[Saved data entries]
────────
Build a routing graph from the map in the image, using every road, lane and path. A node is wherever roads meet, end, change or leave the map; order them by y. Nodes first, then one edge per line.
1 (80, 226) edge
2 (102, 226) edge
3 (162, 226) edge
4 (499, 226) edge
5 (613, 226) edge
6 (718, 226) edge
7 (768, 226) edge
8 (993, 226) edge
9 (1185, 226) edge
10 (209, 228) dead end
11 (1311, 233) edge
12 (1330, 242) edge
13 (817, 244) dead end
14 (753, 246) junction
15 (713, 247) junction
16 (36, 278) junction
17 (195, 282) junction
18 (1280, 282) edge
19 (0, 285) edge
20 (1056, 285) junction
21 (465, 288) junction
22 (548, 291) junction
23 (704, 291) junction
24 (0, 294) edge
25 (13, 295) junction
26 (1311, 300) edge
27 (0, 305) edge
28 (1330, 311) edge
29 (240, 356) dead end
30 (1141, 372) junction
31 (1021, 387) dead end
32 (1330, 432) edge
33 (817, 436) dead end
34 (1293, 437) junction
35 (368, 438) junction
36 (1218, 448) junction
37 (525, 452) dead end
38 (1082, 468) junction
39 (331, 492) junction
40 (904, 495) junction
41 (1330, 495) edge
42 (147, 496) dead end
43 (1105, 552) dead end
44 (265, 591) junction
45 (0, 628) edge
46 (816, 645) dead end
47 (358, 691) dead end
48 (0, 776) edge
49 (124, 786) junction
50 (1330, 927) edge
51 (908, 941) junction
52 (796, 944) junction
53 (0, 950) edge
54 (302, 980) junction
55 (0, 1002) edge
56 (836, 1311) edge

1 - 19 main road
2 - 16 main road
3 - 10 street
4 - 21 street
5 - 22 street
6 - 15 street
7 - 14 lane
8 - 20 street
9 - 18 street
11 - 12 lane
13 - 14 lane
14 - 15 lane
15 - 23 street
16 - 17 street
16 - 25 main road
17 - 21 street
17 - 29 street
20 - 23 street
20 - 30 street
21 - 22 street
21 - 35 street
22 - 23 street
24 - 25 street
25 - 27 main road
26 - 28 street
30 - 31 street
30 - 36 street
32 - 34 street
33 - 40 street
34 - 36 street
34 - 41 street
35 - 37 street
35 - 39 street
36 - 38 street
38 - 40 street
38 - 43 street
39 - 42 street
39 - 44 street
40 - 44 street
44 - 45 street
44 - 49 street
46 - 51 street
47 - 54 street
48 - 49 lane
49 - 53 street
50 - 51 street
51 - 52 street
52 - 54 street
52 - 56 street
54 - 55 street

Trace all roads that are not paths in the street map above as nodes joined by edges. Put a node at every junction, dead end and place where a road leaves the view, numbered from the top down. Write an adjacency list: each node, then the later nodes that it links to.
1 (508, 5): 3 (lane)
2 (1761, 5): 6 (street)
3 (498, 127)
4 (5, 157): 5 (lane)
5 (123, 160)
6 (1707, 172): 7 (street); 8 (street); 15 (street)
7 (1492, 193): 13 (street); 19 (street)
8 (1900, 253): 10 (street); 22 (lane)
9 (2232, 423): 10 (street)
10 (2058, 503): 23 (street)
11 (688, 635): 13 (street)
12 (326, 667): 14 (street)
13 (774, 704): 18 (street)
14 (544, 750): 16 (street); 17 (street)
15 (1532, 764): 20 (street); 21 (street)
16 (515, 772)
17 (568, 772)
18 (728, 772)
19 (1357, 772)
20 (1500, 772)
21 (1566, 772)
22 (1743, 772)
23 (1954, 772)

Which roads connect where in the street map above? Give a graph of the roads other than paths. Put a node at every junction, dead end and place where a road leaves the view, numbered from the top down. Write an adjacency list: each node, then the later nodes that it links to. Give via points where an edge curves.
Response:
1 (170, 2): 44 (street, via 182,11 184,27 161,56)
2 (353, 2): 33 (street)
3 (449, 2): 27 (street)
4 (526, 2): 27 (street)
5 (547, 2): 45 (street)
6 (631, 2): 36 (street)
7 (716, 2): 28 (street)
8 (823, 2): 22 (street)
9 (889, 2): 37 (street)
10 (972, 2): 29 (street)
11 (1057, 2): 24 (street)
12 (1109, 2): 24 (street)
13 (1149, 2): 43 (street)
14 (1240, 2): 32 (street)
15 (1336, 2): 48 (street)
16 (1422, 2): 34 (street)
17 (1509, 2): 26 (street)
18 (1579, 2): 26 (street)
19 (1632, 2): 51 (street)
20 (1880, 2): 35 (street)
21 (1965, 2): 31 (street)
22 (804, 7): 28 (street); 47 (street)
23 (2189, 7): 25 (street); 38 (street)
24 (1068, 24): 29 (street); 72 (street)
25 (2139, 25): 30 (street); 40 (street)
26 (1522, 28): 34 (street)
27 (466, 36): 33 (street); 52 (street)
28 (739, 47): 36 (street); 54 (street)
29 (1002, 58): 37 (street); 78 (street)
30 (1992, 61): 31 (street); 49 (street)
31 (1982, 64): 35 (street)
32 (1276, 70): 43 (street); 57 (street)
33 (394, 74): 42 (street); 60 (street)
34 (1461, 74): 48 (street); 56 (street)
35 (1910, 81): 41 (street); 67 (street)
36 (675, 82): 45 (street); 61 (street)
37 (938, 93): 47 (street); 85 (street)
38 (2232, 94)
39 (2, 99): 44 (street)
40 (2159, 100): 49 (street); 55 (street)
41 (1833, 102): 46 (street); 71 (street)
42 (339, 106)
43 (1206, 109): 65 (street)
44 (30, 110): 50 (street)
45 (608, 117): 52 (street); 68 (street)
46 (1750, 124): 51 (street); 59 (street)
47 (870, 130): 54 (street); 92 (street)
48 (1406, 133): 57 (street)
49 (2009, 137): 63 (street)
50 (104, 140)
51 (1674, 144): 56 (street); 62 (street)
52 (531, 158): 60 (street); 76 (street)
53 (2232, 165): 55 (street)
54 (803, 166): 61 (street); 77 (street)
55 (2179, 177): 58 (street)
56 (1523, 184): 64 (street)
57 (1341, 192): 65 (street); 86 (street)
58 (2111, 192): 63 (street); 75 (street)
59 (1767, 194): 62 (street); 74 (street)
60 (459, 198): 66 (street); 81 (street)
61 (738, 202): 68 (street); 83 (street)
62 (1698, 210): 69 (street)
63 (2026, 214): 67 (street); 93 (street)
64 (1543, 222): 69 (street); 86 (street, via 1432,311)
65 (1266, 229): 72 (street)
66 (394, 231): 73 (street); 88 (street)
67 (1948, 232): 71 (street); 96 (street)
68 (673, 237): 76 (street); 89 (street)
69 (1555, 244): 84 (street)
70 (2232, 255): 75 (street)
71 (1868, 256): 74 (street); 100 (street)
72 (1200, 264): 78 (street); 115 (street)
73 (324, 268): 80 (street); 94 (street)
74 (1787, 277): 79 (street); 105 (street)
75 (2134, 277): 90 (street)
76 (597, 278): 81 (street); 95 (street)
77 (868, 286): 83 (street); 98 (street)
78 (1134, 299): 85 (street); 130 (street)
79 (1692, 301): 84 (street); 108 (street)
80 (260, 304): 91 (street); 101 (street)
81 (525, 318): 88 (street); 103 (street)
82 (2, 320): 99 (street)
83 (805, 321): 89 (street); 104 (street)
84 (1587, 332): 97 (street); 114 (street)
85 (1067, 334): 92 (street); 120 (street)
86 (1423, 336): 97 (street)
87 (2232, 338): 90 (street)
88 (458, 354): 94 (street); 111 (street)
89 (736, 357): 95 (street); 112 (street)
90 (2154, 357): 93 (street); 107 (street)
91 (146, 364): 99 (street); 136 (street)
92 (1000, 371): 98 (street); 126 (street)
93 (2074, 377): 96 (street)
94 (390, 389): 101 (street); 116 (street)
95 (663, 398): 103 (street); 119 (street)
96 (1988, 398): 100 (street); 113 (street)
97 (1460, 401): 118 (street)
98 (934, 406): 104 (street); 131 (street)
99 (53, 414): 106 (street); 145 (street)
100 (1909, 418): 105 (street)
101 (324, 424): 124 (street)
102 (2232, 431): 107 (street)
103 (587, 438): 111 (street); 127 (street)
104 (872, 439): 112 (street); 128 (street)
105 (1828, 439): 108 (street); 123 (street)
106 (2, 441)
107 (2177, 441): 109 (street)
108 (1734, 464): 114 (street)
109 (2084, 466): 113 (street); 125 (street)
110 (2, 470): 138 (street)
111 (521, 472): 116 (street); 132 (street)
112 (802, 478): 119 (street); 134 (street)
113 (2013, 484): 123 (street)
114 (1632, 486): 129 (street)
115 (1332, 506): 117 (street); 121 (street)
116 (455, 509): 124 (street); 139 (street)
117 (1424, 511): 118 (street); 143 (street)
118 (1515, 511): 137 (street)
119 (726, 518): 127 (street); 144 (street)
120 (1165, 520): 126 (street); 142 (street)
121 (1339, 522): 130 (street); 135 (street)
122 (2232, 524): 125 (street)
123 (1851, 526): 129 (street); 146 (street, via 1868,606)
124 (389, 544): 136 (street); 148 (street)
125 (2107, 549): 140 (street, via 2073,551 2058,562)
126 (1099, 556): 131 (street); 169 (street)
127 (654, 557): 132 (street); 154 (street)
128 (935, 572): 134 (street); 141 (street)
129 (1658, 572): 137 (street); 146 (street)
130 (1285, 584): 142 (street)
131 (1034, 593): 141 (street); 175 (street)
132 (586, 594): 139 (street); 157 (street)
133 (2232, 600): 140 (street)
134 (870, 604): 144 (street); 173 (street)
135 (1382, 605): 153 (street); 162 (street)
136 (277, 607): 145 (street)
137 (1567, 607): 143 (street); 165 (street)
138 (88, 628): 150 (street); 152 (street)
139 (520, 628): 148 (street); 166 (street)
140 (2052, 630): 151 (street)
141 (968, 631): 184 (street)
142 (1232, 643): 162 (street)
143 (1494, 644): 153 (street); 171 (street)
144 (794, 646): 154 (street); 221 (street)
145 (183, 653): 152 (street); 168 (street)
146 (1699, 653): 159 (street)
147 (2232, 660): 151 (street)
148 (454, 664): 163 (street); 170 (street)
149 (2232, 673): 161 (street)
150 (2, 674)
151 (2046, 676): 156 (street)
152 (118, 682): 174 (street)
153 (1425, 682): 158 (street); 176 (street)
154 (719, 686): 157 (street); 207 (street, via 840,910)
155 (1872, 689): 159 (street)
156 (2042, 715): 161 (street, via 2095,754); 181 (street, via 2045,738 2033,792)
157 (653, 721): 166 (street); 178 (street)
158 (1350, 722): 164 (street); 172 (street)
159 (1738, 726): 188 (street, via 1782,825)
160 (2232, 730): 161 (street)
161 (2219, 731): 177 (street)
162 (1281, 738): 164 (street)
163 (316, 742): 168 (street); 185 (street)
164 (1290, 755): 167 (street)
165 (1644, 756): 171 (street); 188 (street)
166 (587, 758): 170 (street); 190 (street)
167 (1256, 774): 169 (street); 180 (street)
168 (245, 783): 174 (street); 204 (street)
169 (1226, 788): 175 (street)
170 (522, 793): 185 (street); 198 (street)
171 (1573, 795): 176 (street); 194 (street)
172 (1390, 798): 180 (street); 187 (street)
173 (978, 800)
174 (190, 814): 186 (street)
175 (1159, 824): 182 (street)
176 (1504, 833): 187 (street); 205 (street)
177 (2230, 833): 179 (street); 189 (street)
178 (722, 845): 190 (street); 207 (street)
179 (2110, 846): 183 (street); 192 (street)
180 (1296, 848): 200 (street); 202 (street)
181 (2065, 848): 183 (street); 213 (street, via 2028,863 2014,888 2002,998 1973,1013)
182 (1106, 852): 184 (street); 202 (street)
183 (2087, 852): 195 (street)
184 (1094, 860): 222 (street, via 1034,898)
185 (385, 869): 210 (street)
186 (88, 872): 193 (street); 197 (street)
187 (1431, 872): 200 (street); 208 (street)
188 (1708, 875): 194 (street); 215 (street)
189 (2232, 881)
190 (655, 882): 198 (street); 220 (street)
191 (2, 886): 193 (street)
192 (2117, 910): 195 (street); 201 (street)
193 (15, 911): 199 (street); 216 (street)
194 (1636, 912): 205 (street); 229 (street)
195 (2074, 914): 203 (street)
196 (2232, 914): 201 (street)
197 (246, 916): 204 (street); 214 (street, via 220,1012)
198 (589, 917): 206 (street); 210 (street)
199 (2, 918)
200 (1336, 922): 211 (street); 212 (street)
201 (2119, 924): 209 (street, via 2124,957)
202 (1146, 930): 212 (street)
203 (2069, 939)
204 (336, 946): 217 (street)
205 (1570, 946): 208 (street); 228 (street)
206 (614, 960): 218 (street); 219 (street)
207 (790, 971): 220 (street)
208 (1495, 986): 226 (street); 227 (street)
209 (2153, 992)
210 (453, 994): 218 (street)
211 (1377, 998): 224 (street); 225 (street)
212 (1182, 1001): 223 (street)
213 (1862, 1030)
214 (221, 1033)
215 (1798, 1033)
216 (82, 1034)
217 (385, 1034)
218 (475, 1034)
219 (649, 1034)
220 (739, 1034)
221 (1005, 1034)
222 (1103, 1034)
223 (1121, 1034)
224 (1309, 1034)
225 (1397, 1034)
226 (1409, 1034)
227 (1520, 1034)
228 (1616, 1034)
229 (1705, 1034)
────────
Task description: Go through the entries above and copy every line containing "main".

Answer section:
1 - 19 main road
2 - 16 main road
16 - 25 main road
25 - 27 main road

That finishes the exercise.